Problem description | Between the line containing "pinky tip: (306, 205)" and the line containing "ring pip: (0, 282)" lies a run of lines; give that run again exactly, with both of those lines, and nothing else from the entries below.

= Beginning of Section =

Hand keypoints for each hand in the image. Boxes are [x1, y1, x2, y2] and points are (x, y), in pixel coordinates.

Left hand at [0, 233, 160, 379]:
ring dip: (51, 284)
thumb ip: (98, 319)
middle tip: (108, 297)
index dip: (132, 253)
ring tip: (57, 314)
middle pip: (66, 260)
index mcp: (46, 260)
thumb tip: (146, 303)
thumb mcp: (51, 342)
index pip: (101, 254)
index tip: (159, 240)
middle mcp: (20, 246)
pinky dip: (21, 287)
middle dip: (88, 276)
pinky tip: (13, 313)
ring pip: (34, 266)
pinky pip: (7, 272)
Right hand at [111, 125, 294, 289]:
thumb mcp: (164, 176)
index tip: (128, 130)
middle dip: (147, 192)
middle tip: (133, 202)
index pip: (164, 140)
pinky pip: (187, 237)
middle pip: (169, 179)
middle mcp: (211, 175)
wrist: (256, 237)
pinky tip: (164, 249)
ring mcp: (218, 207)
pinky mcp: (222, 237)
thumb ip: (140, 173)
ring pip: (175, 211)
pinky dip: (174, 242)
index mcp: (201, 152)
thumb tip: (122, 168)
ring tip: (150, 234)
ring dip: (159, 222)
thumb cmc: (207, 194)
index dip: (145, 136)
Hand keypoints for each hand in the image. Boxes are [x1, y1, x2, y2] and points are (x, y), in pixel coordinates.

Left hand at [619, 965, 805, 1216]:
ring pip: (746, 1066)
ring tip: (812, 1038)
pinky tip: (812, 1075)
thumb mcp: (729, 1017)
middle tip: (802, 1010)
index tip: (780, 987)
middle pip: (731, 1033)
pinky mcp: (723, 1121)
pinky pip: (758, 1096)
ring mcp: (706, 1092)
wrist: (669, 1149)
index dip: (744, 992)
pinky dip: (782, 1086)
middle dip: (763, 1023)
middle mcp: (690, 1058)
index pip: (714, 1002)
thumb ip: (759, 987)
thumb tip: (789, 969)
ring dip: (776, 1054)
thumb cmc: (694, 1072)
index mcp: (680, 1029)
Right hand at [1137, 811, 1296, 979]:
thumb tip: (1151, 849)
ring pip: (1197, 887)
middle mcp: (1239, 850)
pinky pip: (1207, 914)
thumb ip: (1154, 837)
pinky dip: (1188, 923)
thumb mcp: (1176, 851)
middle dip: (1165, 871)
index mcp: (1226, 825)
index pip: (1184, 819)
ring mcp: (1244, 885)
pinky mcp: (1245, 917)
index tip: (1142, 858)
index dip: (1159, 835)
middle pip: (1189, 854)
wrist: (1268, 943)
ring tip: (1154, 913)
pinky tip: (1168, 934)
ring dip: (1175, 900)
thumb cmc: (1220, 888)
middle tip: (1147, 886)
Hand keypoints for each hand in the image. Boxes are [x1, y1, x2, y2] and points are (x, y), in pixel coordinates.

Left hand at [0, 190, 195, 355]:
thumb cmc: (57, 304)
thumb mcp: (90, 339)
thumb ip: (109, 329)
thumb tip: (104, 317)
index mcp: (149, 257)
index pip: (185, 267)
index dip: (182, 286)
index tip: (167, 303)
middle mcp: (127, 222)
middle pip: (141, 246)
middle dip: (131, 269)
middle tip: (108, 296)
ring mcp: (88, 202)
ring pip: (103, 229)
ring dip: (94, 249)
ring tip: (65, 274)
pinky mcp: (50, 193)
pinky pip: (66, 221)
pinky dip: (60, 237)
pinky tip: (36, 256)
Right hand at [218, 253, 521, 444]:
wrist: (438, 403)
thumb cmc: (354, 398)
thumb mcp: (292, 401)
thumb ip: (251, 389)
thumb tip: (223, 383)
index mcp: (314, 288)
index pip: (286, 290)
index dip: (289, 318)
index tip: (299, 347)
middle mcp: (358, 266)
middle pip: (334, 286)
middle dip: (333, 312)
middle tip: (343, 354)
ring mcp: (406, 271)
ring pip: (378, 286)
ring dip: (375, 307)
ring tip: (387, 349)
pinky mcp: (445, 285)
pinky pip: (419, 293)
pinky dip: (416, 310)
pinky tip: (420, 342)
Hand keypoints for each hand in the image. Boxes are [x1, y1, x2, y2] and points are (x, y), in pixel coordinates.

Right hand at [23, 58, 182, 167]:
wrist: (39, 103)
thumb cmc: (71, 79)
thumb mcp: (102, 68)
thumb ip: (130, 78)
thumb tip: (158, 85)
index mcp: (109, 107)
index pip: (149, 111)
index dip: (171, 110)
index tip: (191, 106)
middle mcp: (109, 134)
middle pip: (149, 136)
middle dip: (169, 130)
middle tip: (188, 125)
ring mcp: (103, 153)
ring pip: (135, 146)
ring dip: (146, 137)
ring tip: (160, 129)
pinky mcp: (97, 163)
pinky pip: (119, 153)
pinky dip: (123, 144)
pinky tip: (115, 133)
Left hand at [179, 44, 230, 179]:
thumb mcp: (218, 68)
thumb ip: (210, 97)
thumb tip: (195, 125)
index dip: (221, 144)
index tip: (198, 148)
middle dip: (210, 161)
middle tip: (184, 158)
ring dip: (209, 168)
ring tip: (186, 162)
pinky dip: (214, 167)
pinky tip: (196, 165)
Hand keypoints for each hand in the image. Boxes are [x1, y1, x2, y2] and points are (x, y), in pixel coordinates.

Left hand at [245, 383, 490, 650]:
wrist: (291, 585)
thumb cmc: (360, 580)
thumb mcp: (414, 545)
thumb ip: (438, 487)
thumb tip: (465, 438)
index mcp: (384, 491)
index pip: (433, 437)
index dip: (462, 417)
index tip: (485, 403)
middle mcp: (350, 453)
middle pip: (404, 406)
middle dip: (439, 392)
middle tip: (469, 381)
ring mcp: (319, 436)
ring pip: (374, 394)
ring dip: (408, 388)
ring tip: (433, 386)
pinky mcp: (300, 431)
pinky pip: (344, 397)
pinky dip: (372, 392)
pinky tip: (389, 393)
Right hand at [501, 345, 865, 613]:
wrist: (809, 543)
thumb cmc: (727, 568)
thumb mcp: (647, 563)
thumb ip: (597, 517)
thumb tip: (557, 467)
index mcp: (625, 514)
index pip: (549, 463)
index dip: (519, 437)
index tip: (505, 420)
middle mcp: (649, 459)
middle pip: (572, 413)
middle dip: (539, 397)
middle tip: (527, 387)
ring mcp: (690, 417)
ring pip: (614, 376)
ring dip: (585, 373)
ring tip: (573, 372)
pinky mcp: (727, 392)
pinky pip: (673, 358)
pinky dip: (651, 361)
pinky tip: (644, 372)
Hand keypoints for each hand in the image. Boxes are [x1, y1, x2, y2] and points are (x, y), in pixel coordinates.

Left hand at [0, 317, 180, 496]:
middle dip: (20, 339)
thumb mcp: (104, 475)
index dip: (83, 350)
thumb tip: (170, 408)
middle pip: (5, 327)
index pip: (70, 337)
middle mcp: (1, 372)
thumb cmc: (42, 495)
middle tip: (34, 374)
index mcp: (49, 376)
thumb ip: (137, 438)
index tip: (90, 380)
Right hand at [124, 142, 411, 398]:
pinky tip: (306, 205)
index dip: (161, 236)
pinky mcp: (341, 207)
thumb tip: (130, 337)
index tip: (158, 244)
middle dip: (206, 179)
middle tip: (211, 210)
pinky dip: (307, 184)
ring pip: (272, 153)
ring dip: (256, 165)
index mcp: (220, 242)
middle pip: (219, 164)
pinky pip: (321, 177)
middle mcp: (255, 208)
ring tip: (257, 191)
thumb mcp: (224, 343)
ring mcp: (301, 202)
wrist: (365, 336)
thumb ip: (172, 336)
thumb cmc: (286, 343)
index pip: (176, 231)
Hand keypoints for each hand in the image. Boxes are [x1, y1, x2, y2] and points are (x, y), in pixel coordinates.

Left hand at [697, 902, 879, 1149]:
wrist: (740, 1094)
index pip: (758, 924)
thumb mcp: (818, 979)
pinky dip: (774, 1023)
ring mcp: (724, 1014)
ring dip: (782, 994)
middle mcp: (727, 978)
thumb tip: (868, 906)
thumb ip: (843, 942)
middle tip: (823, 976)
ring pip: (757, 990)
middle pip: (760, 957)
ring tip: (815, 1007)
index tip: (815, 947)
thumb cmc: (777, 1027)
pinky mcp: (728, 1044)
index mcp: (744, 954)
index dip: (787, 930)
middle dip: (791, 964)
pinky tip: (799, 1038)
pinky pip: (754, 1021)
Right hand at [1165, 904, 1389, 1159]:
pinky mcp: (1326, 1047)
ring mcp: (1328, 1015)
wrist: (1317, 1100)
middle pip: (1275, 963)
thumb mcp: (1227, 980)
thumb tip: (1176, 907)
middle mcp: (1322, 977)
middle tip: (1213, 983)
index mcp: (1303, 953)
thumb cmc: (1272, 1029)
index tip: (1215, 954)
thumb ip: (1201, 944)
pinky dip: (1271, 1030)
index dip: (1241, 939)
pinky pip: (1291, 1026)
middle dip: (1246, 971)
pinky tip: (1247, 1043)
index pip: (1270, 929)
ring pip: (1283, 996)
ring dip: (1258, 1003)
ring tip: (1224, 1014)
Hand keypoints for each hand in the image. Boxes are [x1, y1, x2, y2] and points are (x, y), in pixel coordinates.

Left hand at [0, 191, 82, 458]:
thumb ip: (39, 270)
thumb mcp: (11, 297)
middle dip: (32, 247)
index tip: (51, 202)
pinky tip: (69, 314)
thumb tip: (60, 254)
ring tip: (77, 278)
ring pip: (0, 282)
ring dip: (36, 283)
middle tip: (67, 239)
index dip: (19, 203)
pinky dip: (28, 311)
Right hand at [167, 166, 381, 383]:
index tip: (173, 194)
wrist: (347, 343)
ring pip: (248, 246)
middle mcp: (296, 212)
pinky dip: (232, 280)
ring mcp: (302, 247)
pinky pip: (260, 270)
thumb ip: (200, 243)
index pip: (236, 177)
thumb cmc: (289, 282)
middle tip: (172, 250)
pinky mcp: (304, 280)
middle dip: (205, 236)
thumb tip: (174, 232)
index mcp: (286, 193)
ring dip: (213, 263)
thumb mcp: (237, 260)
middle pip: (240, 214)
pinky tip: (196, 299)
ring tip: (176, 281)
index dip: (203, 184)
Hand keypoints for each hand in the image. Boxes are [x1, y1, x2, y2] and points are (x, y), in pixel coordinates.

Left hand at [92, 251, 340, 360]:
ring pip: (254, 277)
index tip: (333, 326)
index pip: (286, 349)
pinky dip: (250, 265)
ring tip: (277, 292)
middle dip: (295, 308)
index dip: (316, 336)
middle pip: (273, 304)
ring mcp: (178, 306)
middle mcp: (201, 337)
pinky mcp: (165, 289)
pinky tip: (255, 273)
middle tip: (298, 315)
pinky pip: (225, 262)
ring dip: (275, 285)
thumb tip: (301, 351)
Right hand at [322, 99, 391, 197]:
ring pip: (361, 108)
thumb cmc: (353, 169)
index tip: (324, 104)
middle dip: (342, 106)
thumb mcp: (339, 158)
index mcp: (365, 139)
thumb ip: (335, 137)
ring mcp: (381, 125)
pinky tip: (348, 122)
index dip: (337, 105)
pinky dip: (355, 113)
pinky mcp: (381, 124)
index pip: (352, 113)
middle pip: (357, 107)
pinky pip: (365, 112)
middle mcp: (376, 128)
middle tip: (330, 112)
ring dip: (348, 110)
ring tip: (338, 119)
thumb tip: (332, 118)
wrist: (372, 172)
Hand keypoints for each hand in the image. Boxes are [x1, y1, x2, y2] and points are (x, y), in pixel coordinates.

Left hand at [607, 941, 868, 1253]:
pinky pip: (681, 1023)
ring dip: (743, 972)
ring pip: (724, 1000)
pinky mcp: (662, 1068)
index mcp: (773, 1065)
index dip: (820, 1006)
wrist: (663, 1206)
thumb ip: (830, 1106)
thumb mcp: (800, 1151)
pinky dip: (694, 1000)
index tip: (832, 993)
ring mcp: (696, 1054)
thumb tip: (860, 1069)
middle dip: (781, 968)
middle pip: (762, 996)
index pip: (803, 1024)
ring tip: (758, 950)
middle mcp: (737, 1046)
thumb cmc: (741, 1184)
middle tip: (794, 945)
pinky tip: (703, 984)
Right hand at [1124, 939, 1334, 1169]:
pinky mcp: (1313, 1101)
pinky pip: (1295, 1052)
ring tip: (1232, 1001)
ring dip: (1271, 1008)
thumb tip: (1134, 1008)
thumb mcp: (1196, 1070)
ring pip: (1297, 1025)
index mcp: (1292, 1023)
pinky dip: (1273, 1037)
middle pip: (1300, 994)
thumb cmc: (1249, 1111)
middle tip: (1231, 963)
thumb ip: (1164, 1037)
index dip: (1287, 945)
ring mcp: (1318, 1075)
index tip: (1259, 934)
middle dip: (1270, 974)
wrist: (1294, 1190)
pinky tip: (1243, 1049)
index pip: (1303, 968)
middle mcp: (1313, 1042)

= End of Section =

Answer space |
pinky tip: (306, 205)
index dip: (161, 236)
pinky mcp: (341, 207)
thumb tip: (130, 337)
index tip: (158, 244)
middle dip: (206, 179)
middle tip: (211, 210)
pinky dip: (307, 184)
ring pip: (272, 153)
ring dip: (256, 165)
index mcp: (220, 242)
middle pip: (219, 164)
pinky pip: (321, 177)
middle mcp: (255, 208)
ring tip: (257, 191)
thumb mcp: (224, 343)
ring mcp: (301, 202)
wrist: (365, 336)
thumb ip: (172, 336)
thumb cmc: (286, 343)
index pip: (176, 231)
Hand keypoints for each hand in the image. Boxes are [x1, y1, x2, y2] and points are (x, y), in pixel coordinates.

Left hand at [697, 902, 879, 1149]:
wrist: (740, 1094)
index pip: (758, 924)
thumb mcp: (818, 979)
pinky dip: (774, 1023)
ring mcp: (724, 1014)
ring dip: (782, 994)
middle mcp: (727, 978)
thumb tip: (868, 906)
thumb ip: (843, 942)
middle tip: (823, 976)
ring pip: (757, 990)
middle pip: (760, 957)
ring tip: (815, 1007)
index tip: (815, 947)
thumb cmc: (777, 1027)
pinky mcp: (728, 1044)
index mcp: (744, 954)
index dip: (787, 930)
middle dip: (791, 964)
pinky tip: (799, 1038)
pinky pip: (754, 1021)
Right hand at [1165, 904, 1389, 1159]:
pinky mcp: (1326, 1047)
ring mcp: (1328, 1015)
wrist: (1317, 1100)
middle pip: (1275, 963)
thumb mcp: (1227, 980)
thumb tip: (1176, 907)
middle mcp: (1322, 977)
middle tip: (1213, 983)
index mcp: (1303, 953)
thumb cmc: (1272, 1029)
index tip: (1215, 954)
thumb ip: (1201, 944)
pinky dip: (1271, 1030)
index dip: (1241, 939)
pinky pip: (1291, 1026)
middle dip: (1246, 971)
pinky tip: (1247, 1043)
index pip: (1270, 929)
ring pip: (1283, 996)
ring dip: (1258, 1003)
ring tip: (1224, 1014)
Hand keypoints for each hand in the image. Boxes are [x1, y1, x2, y2] and points are (x, y), in pixel coordinates.

Left hand at [0, 191, 82, 458]:
thumb ip: (39, 270)
thumb mcp: (11, 297)
middle dip: (32, 247)
index tip: (51, 202)
pinky tip: (69, 314)
thumb tip: (60, 254)
ring tip: (77, 278)
ring pip: (0, 282)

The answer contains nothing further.